*INSTRUCTIONS FOR THE TASK:*
Only one number is wanted here: how many lines of the data hold "graph".

Segment Open

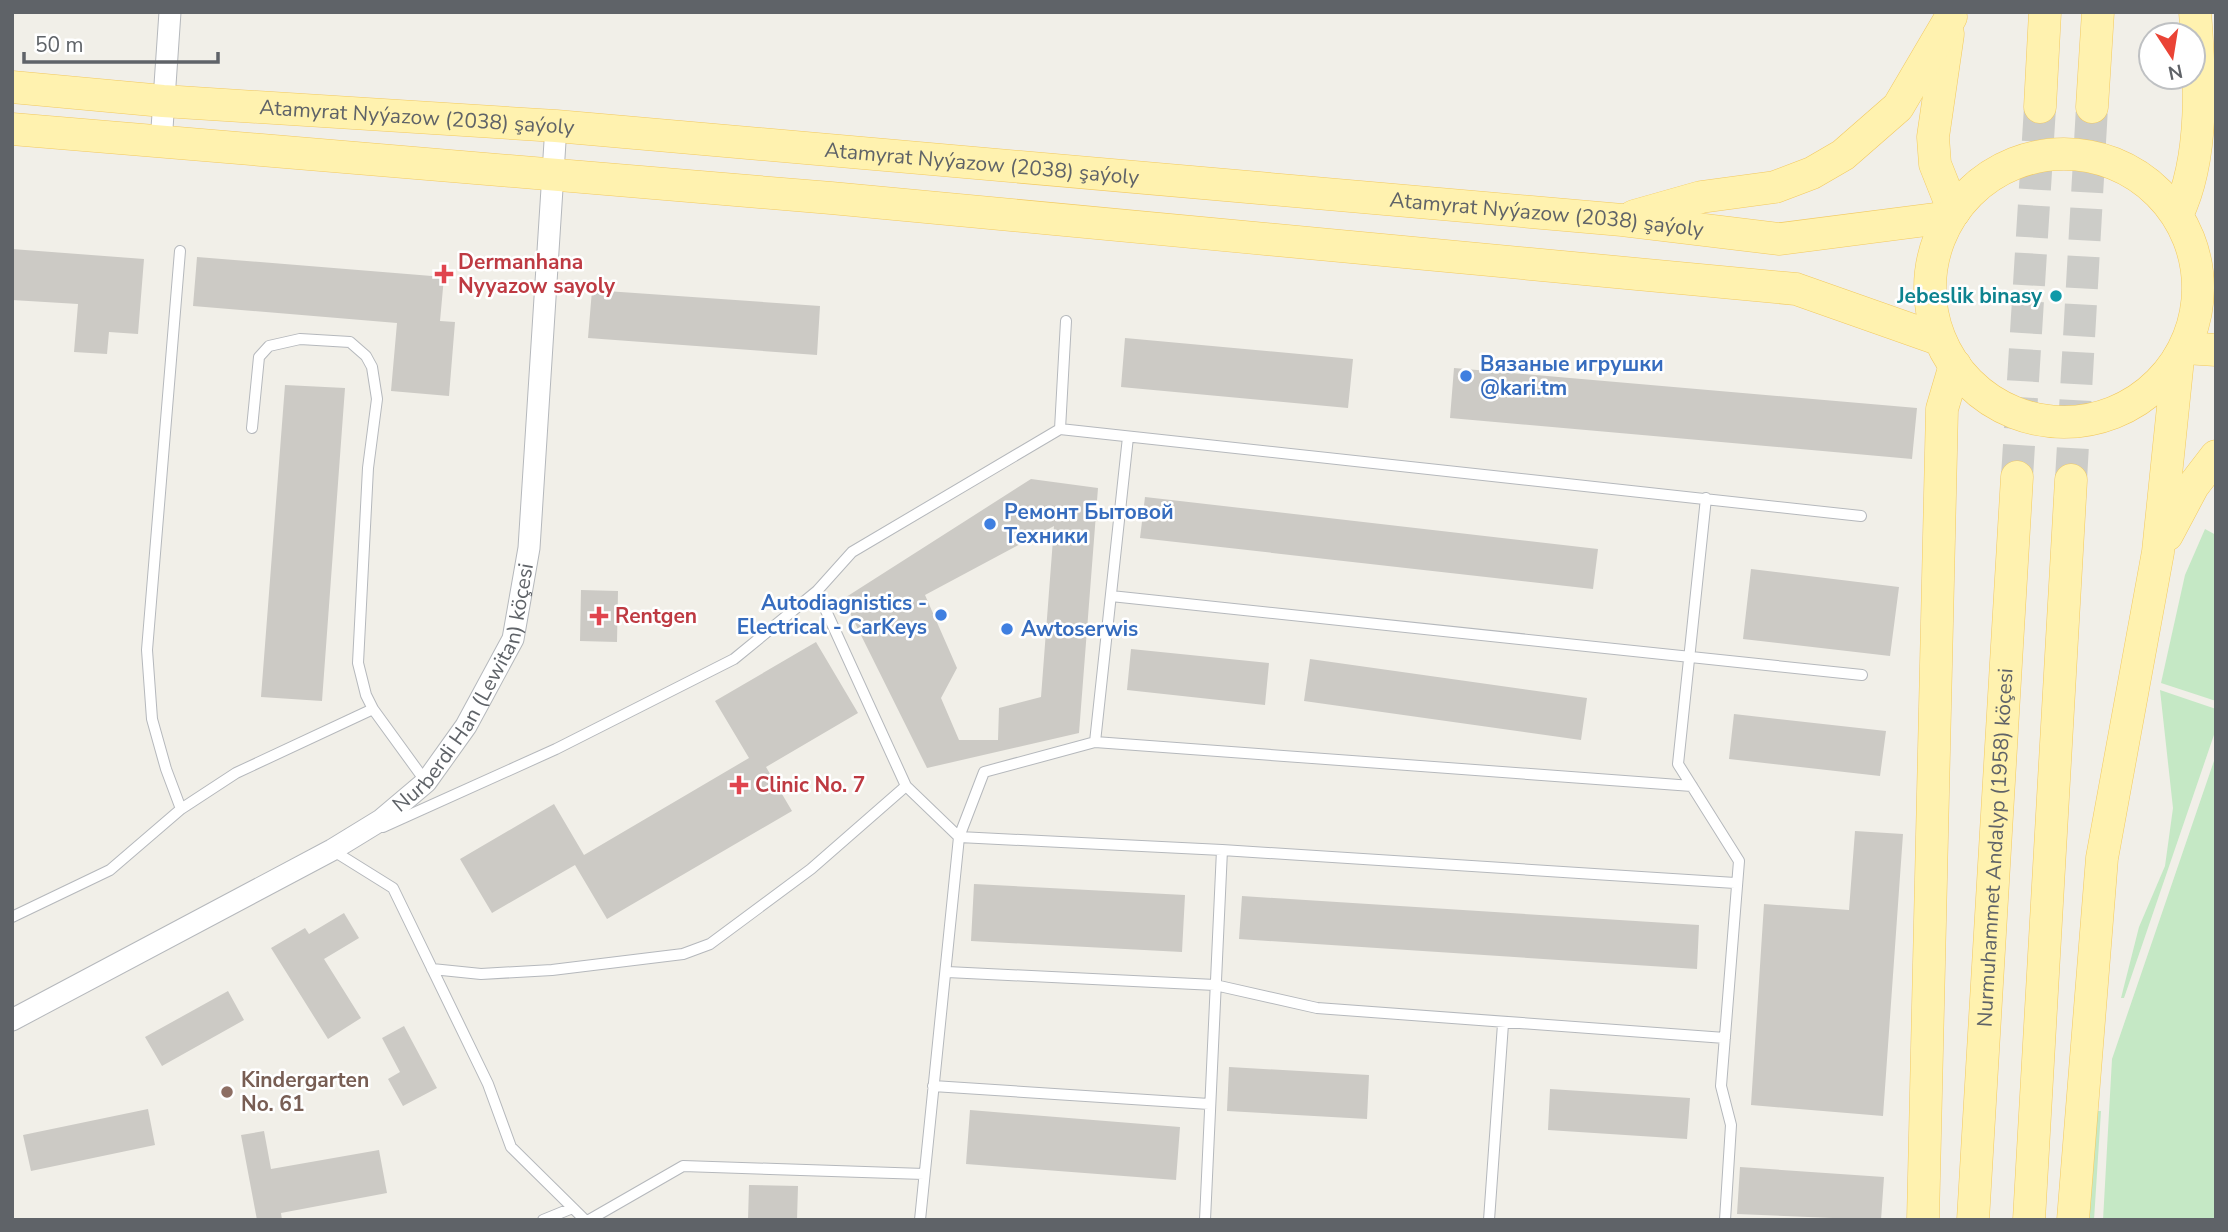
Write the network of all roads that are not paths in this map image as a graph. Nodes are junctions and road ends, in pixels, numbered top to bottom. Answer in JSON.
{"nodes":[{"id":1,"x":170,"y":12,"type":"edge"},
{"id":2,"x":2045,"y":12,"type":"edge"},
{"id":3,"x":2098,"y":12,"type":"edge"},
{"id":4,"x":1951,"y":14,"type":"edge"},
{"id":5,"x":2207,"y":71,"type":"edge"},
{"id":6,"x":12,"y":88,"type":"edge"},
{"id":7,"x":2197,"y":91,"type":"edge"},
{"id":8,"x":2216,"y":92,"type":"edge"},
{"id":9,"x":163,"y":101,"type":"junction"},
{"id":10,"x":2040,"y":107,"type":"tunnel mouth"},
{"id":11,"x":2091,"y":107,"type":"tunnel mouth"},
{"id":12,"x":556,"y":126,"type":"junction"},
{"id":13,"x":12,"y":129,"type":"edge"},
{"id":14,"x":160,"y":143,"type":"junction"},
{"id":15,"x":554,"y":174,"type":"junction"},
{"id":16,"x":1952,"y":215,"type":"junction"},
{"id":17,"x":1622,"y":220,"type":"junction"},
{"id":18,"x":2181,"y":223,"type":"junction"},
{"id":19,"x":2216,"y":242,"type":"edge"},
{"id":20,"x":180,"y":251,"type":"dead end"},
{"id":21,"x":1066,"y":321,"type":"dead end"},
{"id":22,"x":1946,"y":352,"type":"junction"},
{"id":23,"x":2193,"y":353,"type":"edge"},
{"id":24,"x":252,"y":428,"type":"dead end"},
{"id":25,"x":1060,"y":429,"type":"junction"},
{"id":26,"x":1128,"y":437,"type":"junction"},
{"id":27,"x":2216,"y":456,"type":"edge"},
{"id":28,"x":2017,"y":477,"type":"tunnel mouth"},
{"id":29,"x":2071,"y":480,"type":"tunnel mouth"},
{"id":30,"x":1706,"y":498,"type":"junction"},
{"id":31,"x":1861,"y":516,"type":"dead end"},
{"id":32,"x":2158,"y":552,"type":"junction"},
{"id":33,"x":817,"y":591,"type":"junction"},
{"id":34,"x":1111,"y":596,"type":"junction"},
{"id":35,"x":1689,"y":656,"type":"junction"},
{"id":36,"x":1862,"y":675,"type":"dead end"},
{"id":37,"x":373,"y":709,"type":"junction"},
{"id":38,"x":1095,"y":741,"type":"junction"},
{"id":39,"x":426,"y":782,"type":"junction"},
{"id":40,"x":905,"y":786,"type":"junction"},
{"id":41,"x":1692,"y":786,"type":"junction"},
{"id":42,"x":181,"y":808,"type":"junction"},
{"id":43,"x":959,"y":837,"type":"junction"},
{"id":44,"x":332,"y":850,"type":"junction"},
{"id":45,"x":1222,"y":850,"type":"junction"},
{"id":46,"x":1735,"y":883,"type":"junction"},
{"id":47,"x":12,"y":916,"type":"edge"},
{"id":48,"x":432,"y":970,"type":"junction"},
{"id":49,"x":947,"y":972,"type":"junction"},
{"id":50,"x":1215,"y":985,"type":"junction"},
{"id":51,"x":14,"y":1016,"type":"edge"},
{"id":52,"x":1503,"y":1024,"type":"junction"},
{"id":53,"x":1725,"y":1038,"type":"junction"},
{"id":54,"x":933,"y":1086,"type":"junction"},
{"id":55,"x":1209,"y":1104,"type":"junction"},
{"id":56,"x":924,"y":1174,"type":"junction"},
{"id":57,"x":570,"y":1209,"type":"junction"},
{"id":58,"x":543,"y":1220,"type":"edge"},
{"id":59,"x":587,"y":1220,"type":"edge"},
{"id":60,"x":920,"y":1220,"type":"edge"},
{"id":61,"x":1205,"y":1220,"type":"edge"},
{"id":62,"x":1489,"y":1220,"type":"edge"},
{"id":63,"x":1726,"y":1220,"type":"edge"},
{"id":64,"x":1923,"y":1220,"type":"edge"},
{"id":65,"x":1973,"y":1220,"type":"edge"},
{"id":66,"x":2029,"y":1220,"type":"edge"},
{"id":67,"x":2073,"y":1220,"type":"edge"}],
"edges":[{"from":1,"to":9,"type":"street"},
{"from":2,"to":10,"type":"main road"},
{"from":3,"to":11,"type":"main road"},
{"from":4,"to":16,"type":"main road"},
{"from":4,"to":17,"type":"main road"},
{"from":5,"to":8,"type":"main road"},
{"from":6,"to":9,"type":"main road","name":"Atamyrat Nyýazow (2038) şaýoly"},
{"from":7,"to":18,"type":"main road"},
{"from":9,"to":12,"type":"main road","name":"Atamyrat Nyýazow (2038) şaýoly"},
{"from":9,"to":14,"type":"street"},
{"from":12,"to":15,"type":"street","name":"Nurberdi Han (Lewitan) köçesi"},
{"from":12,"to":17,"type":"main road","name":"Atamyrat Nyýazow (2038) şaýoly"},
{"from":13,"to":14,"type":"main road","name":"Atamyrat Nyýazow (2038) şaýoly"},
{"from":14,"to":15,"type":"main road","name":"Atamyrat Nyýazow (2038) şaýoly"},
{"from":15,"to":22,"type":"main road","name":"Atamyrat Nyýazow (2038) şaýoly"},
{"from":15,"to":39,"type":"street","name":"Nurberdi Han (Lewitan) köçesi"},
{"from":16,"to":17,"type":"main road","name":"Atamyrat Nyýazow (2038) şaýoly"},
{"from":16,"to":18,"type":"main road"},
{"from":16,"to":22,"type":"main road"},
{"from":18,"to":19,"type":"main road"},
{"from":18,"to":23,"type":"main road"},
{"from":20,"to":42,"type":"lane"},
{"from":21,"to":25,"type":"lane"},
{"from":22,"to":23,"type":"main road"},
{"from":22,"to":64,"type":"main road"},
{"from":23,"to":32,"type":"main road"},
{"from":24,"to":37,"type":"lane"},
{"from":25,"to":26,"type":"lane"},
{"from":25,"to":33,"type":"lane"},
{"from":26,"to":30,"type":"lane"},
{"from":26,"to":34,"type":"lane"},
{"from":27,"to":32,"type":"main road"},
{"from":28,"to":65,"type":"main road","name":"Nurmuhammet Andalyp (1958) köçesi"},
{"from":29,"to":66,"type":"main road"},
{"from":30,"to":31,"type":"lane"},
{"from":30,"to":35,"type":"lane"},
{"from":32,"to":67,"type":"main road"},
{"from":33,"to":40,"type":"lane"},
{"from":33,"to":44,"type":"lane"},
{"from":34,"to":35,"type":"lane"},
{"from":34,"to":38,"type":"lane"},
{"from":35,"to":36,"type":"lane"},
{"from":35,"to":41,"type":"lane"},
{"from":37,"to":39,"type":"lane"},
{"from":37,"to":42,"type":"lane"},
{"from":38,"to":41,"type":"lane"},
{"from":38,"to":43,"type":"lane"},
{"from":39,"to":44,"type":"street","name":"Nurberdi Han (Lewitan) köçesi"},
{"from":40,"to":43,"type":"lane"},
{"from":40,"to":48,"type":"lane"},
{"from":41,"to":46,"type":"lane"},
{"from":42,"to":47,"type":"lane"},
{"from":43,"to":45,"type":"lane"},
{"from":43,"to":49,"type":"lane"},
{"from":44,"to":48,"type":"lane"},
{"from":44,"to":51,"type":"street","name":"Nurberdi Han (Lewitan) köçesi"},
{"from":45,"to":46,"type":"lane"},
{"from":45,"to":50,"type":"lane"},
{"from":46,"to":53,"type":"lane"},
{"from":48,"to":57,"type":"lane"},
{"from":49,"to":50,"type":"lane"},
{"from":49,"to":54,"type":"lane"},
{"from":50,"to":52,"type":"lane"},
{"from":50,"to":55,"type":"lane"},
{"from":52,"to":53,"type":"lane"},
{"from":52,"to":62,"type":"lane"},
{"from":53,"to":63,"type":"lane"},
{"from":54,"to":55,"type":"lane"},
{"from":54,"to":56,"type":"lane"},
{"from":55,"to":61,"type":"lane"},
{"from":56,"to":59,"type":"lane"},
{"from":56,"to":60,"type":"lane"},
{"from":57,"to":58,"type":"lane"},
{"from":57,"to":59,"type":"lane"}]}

Segment Closed
Segment Open

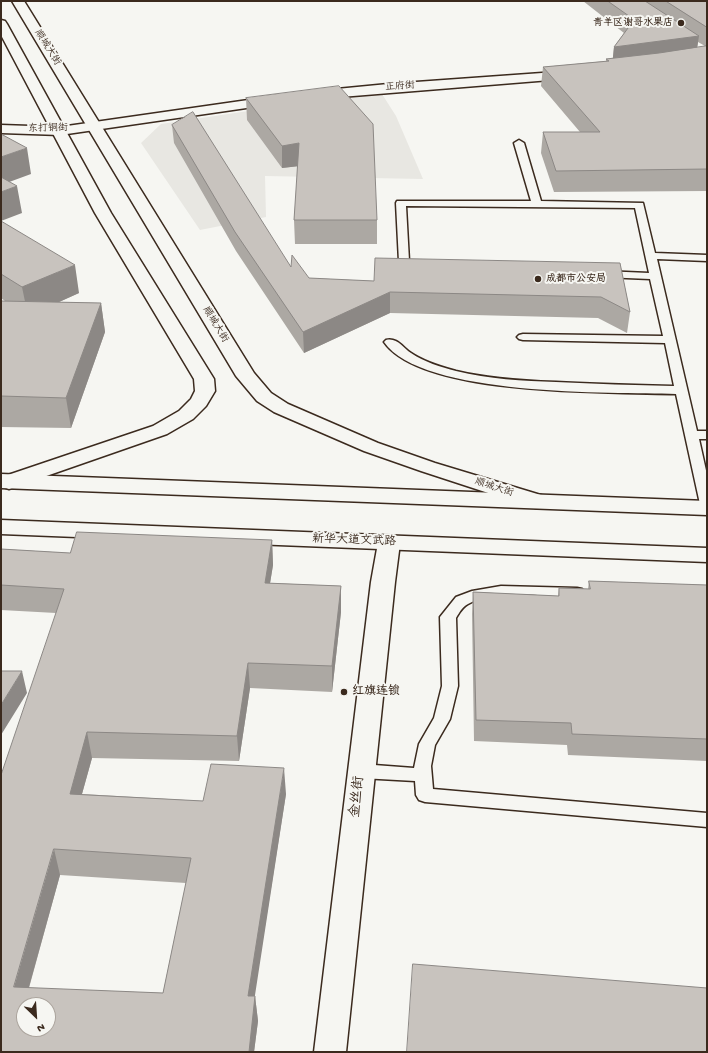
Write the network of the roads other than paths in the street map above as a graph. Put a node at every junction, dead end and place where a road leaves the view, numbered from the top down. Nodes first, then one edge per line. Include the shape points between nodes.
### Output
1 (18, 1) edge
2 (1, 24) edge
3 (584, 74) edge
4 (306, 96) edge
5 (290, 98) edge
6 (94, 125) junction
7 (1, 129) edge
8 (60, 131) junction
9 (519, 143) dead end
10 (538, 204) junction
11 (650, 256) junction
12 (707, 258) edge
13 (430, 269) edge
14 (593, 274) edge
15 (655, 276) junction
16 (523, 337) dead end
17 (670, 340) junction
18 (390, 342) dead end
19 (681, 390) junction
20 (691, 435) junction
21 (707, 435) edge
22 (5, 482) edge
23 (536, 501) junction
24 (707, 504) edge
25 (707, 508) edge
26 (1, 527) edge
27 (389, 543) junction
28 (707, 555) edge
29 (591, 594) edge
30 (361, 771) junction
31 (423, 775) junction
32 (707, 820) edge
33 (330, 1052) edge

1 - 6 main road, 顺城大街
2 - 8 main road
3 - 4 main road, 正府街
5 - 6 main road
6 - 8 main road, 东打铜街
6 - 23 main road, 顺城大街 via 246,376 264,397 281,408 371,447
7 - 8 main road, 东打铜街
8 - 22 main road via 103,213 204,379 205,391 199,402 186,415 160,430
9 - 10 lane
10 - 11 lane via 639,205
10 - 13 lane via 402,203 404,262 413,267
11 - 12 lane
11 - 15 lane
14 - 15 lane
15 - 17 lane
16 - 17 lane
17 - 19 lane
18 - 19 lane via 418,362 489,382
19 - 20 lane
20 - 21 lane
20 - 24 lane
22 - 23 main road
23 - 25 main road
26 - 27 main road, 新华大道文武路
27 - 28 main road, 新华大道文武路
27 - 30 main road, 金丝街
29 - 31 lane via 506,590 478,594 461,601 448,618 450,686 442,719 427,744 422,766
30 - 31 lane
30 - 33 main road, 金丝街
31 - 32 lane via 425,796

Segment Closed

*ANSWER SECTION:*
2